Yang dimaksud pujian –al-Hamdu– di sini adalah sanjungan yang diiringi dengan rasa cinta dan pengagungan [1] Ayat ini mengandung pilar ibadah yang sangat agung yaitu al-Mahabbah/rasa cinta. Karena Allah adalah al-Muhsin -yang melimpahkan segala kebaikan- dan Dia juga al-Mun’im -yang mencurahkan semua nikmat- maka sebagai konsekuensinya adalah hanya Allah yang layak dicintai dengan puncak kecintaan yang tertinggi [2]
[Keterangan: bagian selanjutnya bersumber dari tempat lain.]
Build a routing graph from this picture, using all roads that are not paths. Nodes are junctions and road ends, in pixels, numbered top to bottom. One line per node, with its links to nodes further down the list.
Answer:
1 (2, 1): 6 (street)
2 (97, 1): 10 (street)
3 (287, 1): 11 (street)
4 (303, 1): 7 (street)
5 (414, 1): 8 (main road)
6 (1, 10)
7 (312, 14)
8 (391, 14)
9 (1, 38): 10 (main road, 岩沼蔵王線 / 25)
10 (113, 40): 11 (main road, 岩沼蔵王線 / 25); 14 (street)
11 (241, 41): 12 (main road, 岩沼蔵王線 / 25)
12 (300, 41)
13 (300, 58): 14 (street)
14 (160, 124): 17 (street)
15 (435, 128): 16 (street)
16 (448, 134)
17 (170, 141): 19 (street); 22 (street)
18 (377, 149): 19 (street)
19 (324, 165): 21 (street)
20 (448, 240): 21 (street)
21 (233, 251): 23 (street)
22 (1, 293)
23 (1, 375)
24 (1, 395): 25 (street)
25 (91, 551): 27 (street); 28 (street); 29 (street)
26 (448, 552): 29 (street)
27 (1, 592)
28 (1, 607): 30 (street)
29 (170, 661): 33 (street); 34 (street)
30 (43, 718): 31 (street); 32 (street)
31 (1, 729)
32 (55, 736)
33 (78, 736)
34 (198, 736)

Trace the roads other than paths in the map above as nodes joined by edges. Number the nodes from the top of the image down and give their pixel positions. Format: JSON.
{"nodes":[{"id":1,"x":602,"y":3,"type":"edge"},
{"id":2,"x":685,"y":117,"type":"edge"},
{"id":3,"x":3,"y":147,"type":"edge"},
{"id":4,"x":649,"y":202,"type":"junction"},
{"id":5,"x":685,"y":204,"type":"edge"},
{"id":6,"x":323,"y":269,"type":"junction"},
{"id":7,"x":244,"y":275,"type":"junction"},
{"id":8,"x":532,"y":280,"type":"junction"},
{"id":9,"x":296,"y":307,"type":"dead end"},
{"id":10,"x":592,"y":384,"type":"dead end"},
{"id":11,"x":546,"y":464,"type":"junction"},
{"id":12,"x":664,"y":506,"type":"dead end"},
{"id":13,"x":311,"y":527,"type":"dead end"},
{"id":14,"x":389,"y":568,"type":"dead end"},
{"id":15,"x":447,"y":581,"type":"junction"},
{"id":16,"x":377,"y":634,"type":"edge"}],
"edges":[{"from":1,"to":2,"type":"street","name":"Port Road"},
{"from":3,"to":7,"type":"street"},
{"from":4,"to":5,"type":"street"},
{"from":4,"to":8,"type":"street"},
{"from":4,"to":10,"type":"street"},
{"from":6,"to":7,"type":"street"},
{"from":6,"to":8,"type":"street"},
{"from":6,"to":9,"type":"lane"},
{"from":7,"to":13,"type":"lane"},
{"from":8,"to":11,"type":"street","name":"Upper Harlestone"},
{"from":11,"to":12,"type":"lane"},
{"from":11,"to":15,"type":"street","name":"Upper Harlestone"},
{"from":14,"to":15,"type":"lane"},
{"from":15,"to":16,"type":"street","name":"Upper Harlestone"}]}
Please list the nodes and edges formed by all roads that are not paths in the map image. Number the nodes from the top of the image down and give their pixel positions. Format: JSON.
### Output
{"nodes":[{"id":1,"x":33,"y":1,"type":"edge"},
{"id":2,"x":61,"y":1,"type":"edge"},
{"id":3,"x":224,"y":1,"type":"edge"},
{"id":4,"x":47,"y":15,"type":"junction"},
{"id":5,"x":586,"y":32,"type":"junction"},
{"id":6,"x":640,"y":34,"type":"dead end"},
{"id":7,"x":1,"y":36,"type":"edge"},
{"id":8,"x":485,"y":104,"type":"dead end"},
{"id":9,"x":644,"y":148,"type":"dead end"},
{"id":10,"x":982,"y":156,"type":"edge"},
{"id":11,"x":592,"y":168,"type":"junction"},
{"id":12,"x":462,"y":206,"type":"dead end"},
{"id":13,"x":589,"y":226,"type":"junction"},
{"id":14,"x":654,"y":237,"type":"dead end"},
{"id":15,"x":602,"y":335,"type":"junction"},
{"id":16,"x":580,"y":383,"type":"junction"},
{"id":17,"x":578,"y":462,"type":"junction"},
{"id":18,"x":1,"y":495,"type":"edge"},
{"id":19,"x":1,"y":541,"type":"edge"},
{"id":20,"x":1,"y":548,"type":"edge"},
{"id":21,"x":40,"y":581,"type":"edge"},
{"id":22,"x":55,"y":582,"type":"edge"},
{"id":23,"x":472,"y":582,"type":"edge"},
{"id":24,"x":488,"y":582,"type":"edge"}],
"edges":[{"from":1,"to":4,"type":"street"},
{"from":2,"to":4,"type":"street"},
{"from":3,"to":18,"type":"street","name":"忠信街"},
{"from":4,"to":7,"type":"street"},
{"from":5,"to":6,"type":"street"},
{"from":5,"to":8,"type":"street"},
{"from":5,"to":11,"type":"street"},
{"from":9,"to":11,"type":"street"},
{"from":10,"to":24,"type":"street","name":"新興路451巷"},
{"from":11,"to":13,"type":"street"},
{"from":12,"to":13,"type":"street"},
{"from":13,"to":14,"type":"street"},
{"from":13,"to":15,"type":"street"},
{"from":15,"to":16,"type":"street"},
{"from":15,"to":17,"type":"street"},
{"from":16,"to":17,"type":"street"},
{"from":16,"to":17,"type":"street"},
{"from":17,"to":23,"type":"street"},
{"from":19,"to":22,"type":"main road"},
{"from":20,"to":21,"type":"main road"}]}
Dari Anas bin Malik radhiyallahu’anhu, Rasulullah shallallahu ‘alaihi wa sallam bersabda, “Ada tiga perkara; barangsiapa yang ketiga hal itu ada pada dirinya niscaya dia akan merasakan manisnya iman. Orang yang menjadikan Allah dan Rasul-Nya lebih dicintainya daripada selain keduanya. Dia mencintai seseorang semata-mata karena kecintaannya kepada Allah. Dia tidak suka kembali kepada kekafiran setelah Allah selamatkan dia darinya, sebagaimana dia tidak suka dilemparkan ke dalam kobaran api.” (HR. Bukhari dalam Kitab al-Iman [16] dan Muslim dalam Kitab al-Iman [43])
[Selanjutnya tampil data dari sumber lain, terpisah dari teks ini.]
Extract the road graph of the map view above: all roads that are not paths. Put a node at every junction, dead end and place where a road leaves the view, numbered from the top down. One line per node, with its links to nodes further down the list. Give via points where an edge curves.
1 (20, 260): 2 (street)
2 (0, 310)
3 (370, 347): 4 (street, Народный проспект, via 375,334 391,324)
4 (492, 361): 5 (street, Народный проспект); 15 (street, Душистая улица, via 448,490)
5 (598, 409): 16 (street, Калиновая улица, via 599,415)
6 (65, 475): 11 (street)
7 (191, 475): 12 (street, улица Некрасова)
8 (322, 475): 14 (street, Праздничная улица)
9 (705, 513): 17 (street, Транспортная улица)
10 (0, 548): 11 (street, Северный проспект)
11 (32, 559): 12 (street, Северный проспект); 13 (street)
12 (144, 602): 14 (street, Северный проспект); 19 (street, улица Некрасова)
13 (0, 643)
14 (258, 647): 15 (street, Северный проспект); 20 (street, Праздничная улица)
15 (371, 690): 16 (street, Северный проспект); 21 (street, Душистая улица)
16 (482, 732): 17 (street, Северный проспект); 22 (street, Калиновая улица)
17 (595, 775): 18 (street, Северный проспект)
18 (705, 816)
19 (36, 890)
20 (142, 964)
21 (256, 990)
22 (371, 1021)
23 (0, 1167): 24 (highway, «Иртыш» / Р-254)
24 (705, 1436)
Penetapan bahwasanya hanya Allah ta’ala yang berhak mendapatkan pujian yang sempurna karena imbuhan al dalam kata al-Hamdu menunjukkan makna mencakup keseluruhan bagiannya [3]

Pujian (al-Hamd) berbeda dengan syukur. Karena pujian itu diberikan sebagai tanggapan atas sifat-sifat muta’addiyah (yang memiliki pengaruh terhadap objek) maupun sifat-sifat lazimah (yang hanya melekat pada yang disifati, tidak mempengaruhi objek). Adapun syukur diberikan sebagai tanggapan atas sifat-sifat muta’addiyah semata. Selain itu pujian diwujudkan melalui ucapan saja, sedangkan syukur diwujudkan dalam bentuk keyakinan hati, ucapan, dan amal anggota badan [4]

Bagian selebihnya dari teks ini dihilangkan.